Harper’s Bazaar quoted Davis on the film and role: “When you get a story like The Woman King, it resuscitates you. I’m dark-skinned, I have a deep voice. My whole life, I’ve been told that I’m too strong, too masculine. We redefine what it means to be feminine in this movie. It liberated me.”
The historical epic film, from the story of Maria Bello and Dana Stevens, is about the Agojie all-female warrior unit that protected the West African kingdom of Dahomey from the 17th to 19th centuries.
Ana de Armas – Blonde
Born in Havana, Cuba, Ana de Armas got her second Golden Globe nomination for her role as Norma Jeane Mortenson, known as the iconic Marilyn Monroe, in the biographical film Blonde.

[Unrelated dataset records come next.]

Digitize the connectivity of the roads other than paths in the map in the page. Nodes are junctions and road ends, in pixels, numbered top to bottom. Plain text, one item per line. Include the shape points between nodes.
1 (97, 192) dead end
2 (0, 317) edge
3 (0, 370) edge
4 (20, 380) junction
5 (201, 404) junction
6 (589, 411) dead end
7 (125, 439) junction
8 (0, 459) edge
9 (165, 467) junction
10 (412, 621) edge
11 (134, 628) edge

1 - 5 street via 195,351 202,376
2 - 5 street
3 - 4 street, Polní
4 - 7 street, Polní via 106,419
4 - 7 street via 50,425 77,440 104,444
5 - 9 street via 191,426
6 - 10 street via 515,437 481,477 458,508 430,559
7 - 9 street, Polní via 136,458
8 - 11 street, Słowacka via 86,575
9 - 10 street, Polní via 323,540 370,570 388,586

Written and directed by Andrew Dominik, the fictionalized take on the life and career of Monroe is the second adaptation with the same name, based on the 2000 novel by Joyce Carol Oates.
de Armas told Today that after transforming for the first time as Monroe, “Everyone in the room started crying. It was very emotional. It felt like she was back.”
Michelle Williams – The Fabelmans
Michelle Williams, the winner of two Golden Globes, made her film debut in Lassie (1994) and scored her breakthrough with the drama Brokeback Mountain (2005). She got her recent Globe nom as Mitzi Schildkraut-Fabelman, the nurturing mother-pianist of Sammy Fabelman (based on Steven Spielberg) in The Fabelmans.
The actress from Montana described her character to ABC News: “I think of her as the piano that she loved so much. That range was inside of her. That musicality. That emotional dexterity. That was her art. That music flowed through her, and it affected how deeply she could feel. She was the tornado that she drove into.”
The semi-autobiographical coming-of-age drama, loosely based on Spielberg’s adolescence and first years as a filmmaker, was directed by Spielberg and co-written with Tony Kushner.